Frozen processes

35 views
Skip to first unread message

johnsbrn

unread,
Oct 3, 2008, 11:32:46 AM10/3/08
to Phusion Passenger Discussions
I am getting frozen processes on a regular basis on CentOS 4 64-bit
with REE and passenger 2.0.2, 2.0.3 and latest git hub. An strace
always show it blocked on read and sending a SIGABRT message only
occasionally kills the process and produces a stack trace. This is
causing a big headache for me because I never noticed it before we
went live. Please help, this is a huge problem right now. Also, just
had apache jump up to 75 processes and freeze up completely.

johnsbrn

unread,
Oct 3, 2008, 11:59:27 AM10/3/08
to Phusion Passenger Discussions
I've backed up to 2.0.1 and it's look ok so far, but not enough time
to know for sure. I'll report back, but there is definitely an issue
with the newer versions including git

johnsbrn

unread,
Oct 3, 2008, 1:44:05 PM10/3/08
to Phusion Passenger Discussions
2.0.1 still has issues. I'm having to watch this app constantly to
keep it alive, please help.

amos

unread,
Oct 3, 2008, 2:18:26 PM10/3/08
to Phusion Passenger Discussions
try using 'conservative' spawing method and non-enterprise ruby.

johnsbrn

unread,
Oct 3, 2008, 3:05:38 PM10/3/08
to Phusion Passenger Discussions
I'm not sure if I have all the correct gems in the standard ruby and
I've done all my testing on REE, so I'm hesitant to switch that right
now.
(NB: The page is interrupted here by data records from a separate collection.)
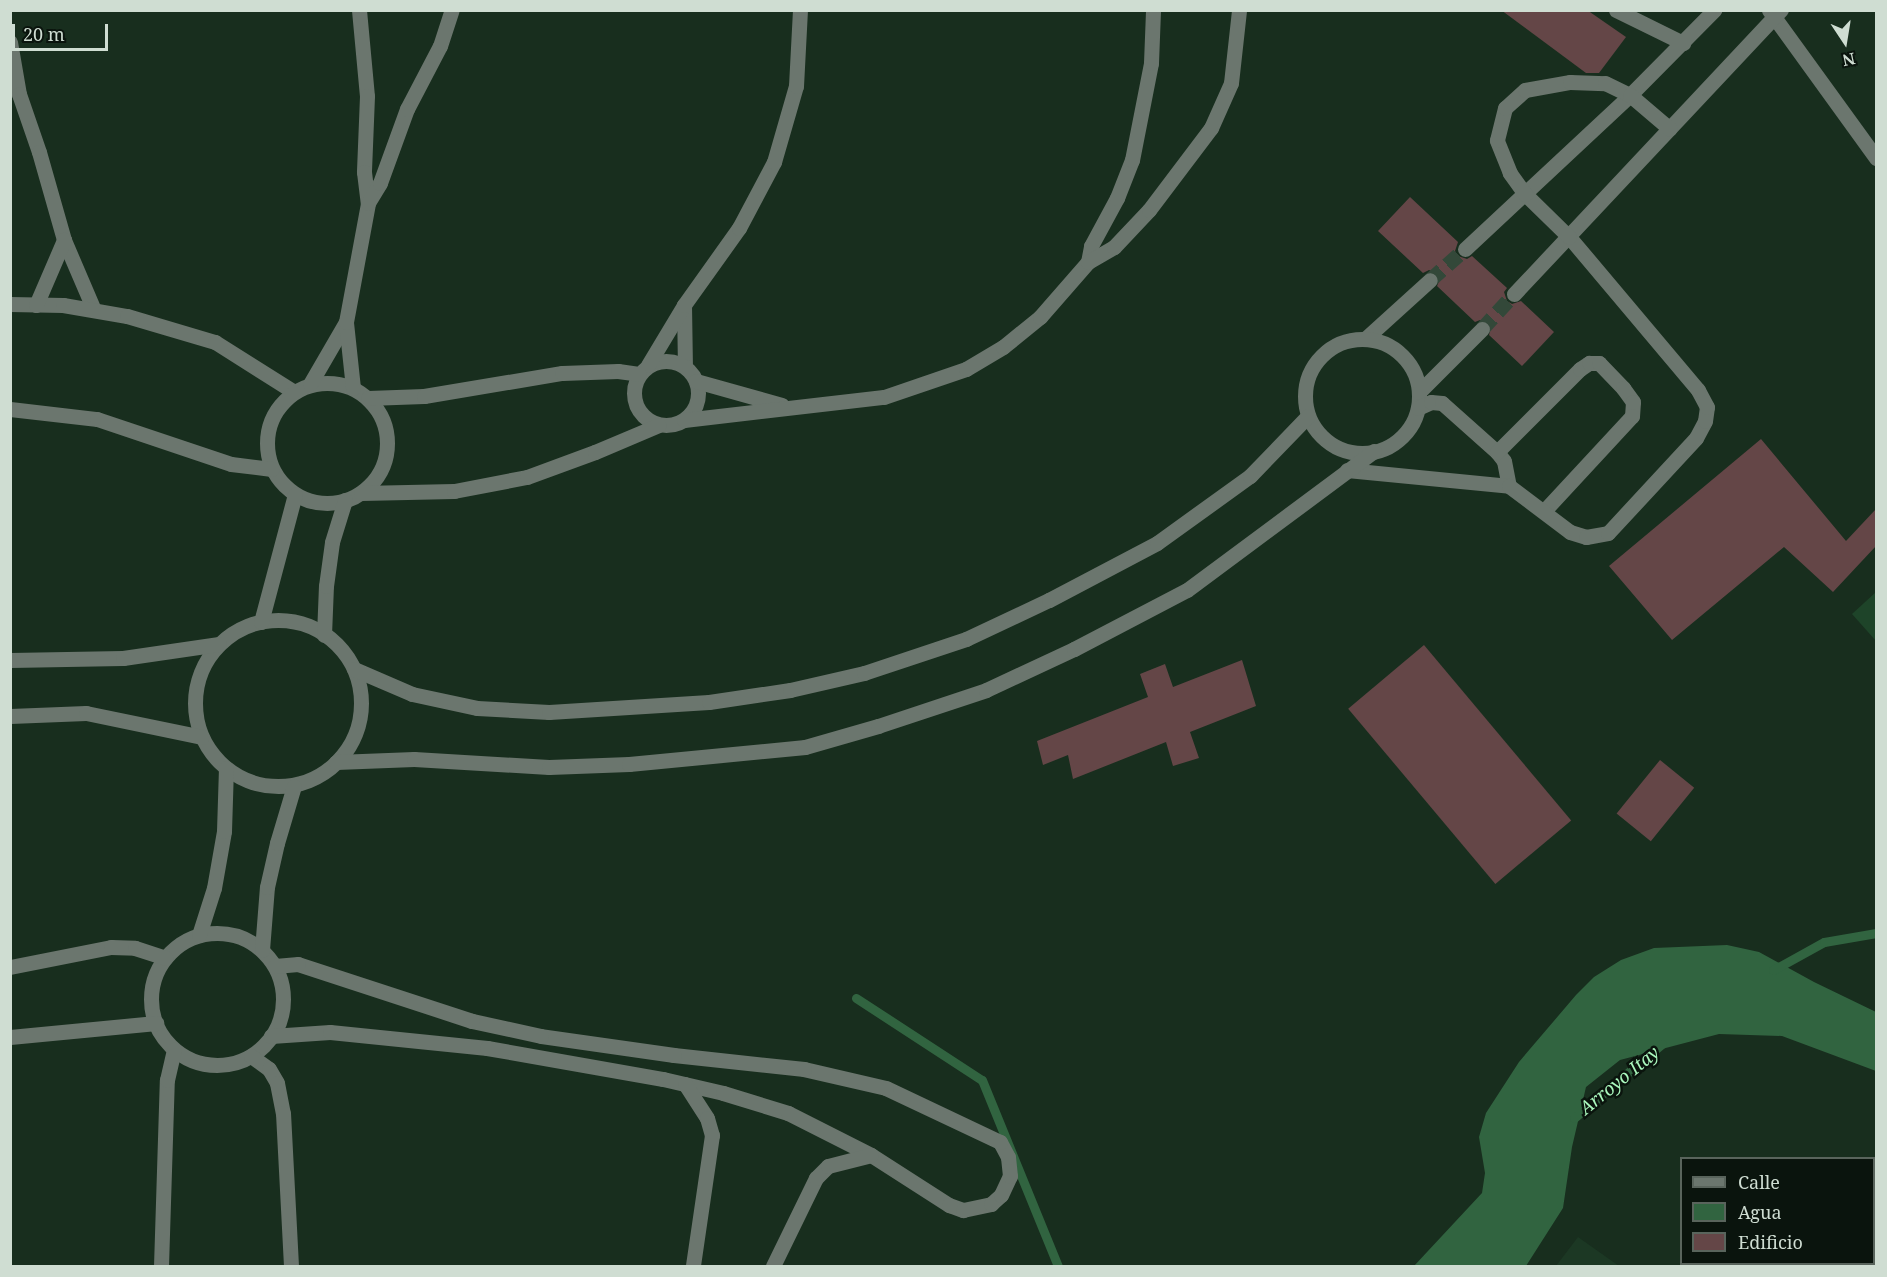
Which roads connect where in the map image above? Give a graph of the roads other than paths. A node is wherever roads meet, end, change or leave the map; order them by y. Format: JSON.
{"nodes":[{"id":1,"x":359,"y":10,"type":"edge"},
{"id":2,"x":452,"y":10,"type":"edge"},
{"id":3,"x":800,"y":10,"type":"edge"},
{"id":4,"x":1153,"y":10,"type":"edge"},
{"id":5,"x":1239,"y":10,"type":"edge"},
{"id":6,"x":1617,"y":10,"type":"edge"},
{"id":7,"x":1714,"y":10,"type":"edge"},
{"id":8,"x":1775,"y":12,"type":"edge"},
{"id":9,"x":10,"y":42,"type":"edge"},
{"id":10,"x":1683,"y":43,"type":"junction"},
{"id":11,"x":1630,"y":94,"type":"junction"},
{"id":12,"x":1670,"y":129,"type":"junction"},
{"id":13,"x":1876,"y":158,"type":"edge"},
{"id":14,"x":1525,"y":194,"type":"junction"},
{"id":15,"x":368,"y":203,"type":"junction"},
{"id":16,"x":1569,"y":237,"type":"junction"},
{"id":17,"x":64,"y":240,"type":"junction"},
{"id":18,"x":1465,"y":249,"type":"tunnel mouth"},
{"id":19,"x":1088,"y":262,"type":"junction"},
{"id":20,"x":1430,"y":280,"type":"tunnel mouth"},
{"id":21,"x":1514,"y":294,"type":"tunnel mouth"},
{"id":22,"x":10,"y":304,"type":"edge"},
{"id":23,"x":36,"y":305,"type":"junction"},
{"id":24,"x":684,"y":305,"type":"junction"},
{"id":25,"x":94,"y":310,"type":"junction"},
{"id":26,"x":346,"y":322,"type":"junction"},
{"id":27,"x":1482,"y":329,"type":"tunnel mouth"},
{"id":28,"x":1366,"y":339,"type":"junction"},
{"id":29,"x":685,"y":366,"type":"junction"},
{"id":30,"x":644,"y":369,"type":"junction"},
{"id":31,"x":696,"y":381,"type":"junction"},
{"id":32,"x":310,"y":384,"type":"junction"},
{"id":33,"x":353,"y":388,"type":"junction"},
{"id":34,"x":294,"y":392,"type":"junction"},
{"id":35,"x":1419,"y":392,"type":"junction"},
{"id":36,"x":368,"y":398,"type":"junction"},
{"id":37,"x":788,"y":407,"type":"junction"},
{"id":38,"x":1418,"y":408,"type":"junction"},
{"id":39,"x":10,"y":409,"type":"edge"},
{"id":40,"x":1308,"y":416,"type":"junction"},
{"id":41,"x":684,"y":420,"type":"junction"},
{"id":42,"x":659,"y":424,"type":"junction"},
{"id":43,"x":1374,"y":451,"type":"junction"},
{"id":44,"x":1497,"y":452,"type":"junction"},
{"id":45,"x":272,"y":469,"type":"junction"},
{"id":46,"x":1347,"y":470,"type":"junction"},
{"id":47,"x":1509,"y":486,"type":"junction"},
{"id":48,"x":361,"y":493,"type":"junction"},
{"id":49,"x":295,"y":494,"type":"junction"},
{"id":50,"x":345,"y":501,"type":"junction"},
{"id":51,"x":1544,"y":511,"type":"junction"},
{"id":52,"x":261,"y":622,"type":"junction"},
{"id":53,"x":324,"y":635,"type":"junction"},
{"id":54,"x":219,"y":644,"type":"junction"},
{"id":55,"x":10,"y":660,"type":"edge"},
{"id":56,"x":354,"y":669,"type":"junction"},
{"id":57,"x":10,"y":716,"type":"edge"},
{"id":58,"x":202,"y":737,"type":"junction"},
{"id":59,"x":336,"y":762,"type":"junction"},
{"id":60,"x":226,"y":768,"type":"junction"},
{"id":61,"x":294,"y":786,"type":"junction"},
{"id":62,"x":199,"y":935,"type":"junction"},
{"id":63,"x":262,"y":950,"type":"junction"},
{"id":64,"x":165,"y":958,"type":"junction"},
{"id":65,"x":274,"y":966,"type":"junction"},
{"id":66,"x":10,"y":967,"type":"edge"},
{"id":67,"x":156,"y":1023,"type":"junction"},
{"id":68,"x":271,"y":1036,"type":"junction"},
{"id":69,"x":10,"y":1037,"type":"edge"},
{"id":70,"x":174,"y":1050,"type":"junction"},
{"id":71,"x":251,"y":1056,"type":"junction"},
{"id":72,"x":685,"y":1084,"type":"junction"},
{"id":73,"x":871,"y":1155,"type":"junction"},
{"id":74,"x":161,"y":1266,"type":"edge"},
{"id":75,"x":291,"y":1266,"type":"edge"},
{"id":76,"x":693,"y":1266,"type":"edge"},
{"id":77,"x":773,"y":1266,"type":"edge"}],
"edges":[{"from":1,"to":15,"type":"street"},
{"from":2,"to":15,"type":"street"},
{"from":3,"to":24,"type":"street"},
{"from":4,"to":19,"type":"street"},
{"from":5,"to":19,"type":"street"},
{"from":6,"to":10,"type":"street"},
{"from":7,"to":10,"type":"street"},
{"from":8,"to":12,"type":"street"},
{"from":8,"to":13,"type":"street"},
{"from":9,"to":17,"type":"street"},
{"from":10,"to":11,"type":"street"},
{"from":11,"to":12,"type":"street"},
{"from":11,"to":14,"type":"street"},
{"from":11,"to":14,"type":"street"},
{"from":12,"to":16,"type":"street"},
{"from":14,"to":16,"type":"street"},
{"from":14,"to":18,"type":"street"},
{"from":15,"to":26,"type":"street"},
{"from":16,"to":21,"type":"street"},
{"from":16,"to":51,"type":"street"},
{"from":17,"to":23,"type":"street"},
{"from":17,"to":25,"type":"street"},
{"from":19,"to":37,"type":"street"},
{"from":20,"to":28,"type":"street"},
{"from":22,"to":23,"type":"street"},
{"from":23,"to":25,"type":"street"},
{"from":24,"to":29,"type":"street"},
{"from":24,"to":30,"type":"street"},
{"from":25,"to":34,"type":"street"},
{"from":26,"to":32,"type":"street"},
{"from":26,"to":33,"type":"street"},
{"from":27,"to":35,"type":"street"},
{"from":28,"to":35,"type":"street"},
{"from":28,"to":40,"type":"street"},
{"from":29,"to":30,"type":"street"},
{"from":29,"to":31,"type":"street"},
{"from":30,"to":36,"type":"street"},
{"from":30,"to":42,"type":"street"},
{"from":31,"to":37,"type":"street"},
{"from":31,"to":41,"type":"street"},
{"from":32,"to":33,"type":"street"},
{"from":32,"to":34,"type":"street"},
{"from":33,"to":36,"type":"street"},
{"from":34,"to":45,"type":"street"},
{"from":35,"to":38,"type":"street"},
{"from":36,"to":48,"type":"street"},
{"from":37,"to":41,"type":"street"},
{"from":38,"to":43,"type":"street"},
{"from":38,"to":44,"type":"street"},
{"from":39,"to":45,"type":"street"},
{"from":40,"to":43,"type":"street"},
{"from":40,"to":56,"type":"street"},
{"from":41,"to":42,"type":"street"},
{"from":42,"to":48,"type":"street"},
{"from":43,"to":46,"type":"street"},
{"from":44,"to":47,"type":"street"},
{"from":44,"to":51,"type":"street"},
{"from":45,"to":49,"type":"street"},
{"from":46,"to":47,"type":"street"},
{"from":46,"to":59,"type":"street"},
{"from":47,"to":51,"type":"street"},
{"from":48,"to":50,"type":"street"},
{"from":49,"to":50,"type":"street"},
{"from":49,"to":52,"type":"street"},
{"from":50,"to":53,"type":"street"},
{"from":52,"to":53,"type":"street"},
{"from":52,"to":54,"type":"street"},
{"from":53,"to":56,"type":"street"},
{"from":54,"to":55,"type":"street"},
{"from":54,"to":58,"type":"street"},
{"from":56,"to":59,"type":"street"},
{"from":57,"to":58,"type":"street"},
{"from":58,"to":60,"type":"street"},
{"from":59,"to":61,"type":"street"},
{"from":60,"to":61,"type":"street"},
{"from":60,"to":62,"type":"street"},
{"from":61,"to":63,"type":"street"},
{"from":62,"to":63,"type":"street"},
{"from":62,"to":64,"type":"street"},
{"from":63,"to":65,"type":"street"},
{"from":64,"to":66,"type":"street"},
{"from":64,"to":67,"type":"street"},
{"from":65,"to":68,"type":"street"},
{"from":65,"to":73,"type":"street"},
{"from":67,"to":69,"type":"street"},
{"from":67,"to":70,"type":"street"},
{"from":68,"to":71,"type":"street"},
{"from":68,"to":72,"type":"street"},
{"from":70,"to":71,"type":"street"},
{"from":70,"to":74,"type":"street"},
{"from":71,"to":75,"type":"street"},
{"from":72,"to":73,"type":"street"},
{"from":72,"to":76,"type":"street"},
{"from":73,"to":77,"type":"street"}]}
I changed spawning to conservative, but now I have this

----------- General information -----------
max = 12
count = 14
active = 1
inactive = 13


?? Why is count > max

johnsbrn

unread,
Oct 3, 2008, 3:15:15 PM10/3/08
to Phusion Passenger Discussions
Ok, this is even more confusing

----------- General information -----------
max = 12
count = 14
active = 0
inactive = 14

----------- Applications -----------
/home/admin/mysite3/releases/20080810033939:
PID: 4784 Sessions: 0

/home/admin/mysite1/releases/20080810033925:
PID: 4549 Sessions: 0
PID: 4582 Sessions: 0
PID: 4651 Sessions: 0
PID: 4523 Sessions: 0
PID: 4678 Sessions: 0
PID: 4571 Sessions: 0

/home/admin/mysite2/releases/20080810033921:
PID: 4637 Sessions: 0
PID: 4751 Sessions: 0
PID: 4607 Sessions: 0
PID: 4686 Sessions: 0
PID: 4692 Sessions: 0
PID: 4728 Sessions: 0
PID: 4591 Sessions: 0

per application max is 4
I killed 4591 but it still shows up
passenger-memory-stats shows about 10 processes each for mysite1 and
mysite2 and none for mysite3

I'm still on 2.0.1, but will try moving back up to 2.0.3 and see if
that changes anything

johnsbrn

unread,
Oct 3, 2008, 4:37:00 PM10/3/08
to Phusion Passenger Discussions
Crashed again on 2.0.1 trying 2.0.3... I'm getting desperate, but I
can't change ruby right now because I can't afford for it to be down
more than a few seconds

johnsbrn

unread,
Oct 3, 2008, 5:09:40 PM10/3/08
to Phusion Passenger Discussions
2.0.3 is also having issues. Nearly ran out of memory as it started
way more processes that it was supposed to. If I can't get this fixed
by tonight, I have no choice but to dump passenger and go back to
Mongrel. I know some big sites are using, so I don't understand why
it's so unstable for me.

johnsbrn

unread,
Oct 3, 2008, 6:39:11 PM10/3/08
to Phusion Passenger Discussions
Ok, I now have standard ruby and conservative spawning. I hope this
works...

johnsbrn

unread,
Oct 4, 2008, 5:12:16 PM10/4/08
to Phusion Passenger Discussions
So far it seems more stable, but it hasn't been under load yet. One
thing I noticed is that occasionally I get a can't connect message on
my browser. It doesn't timeout, it comes back instantly with a message
saying it can't contact the server. Sometimes it seems to miss images
or javascript files too.

johnsbrn

unread,
Oct 6, 2008, 9:02:28 PM10/6/08
to Phusion Passenger Discussions
I think this is related to GC.start which is run by the fleximage
plugin. Is there an open issue with GC and REE?

Hongli Lai

unread,
Oct 7, 2008, 4:26:07 AM10/7/08
to phusion-...@googlegroups.com
johnsbrn wrote:
> I think this is related to GC.start which is run by the fleximage
> plugin. Is there an open issue with GC and REE?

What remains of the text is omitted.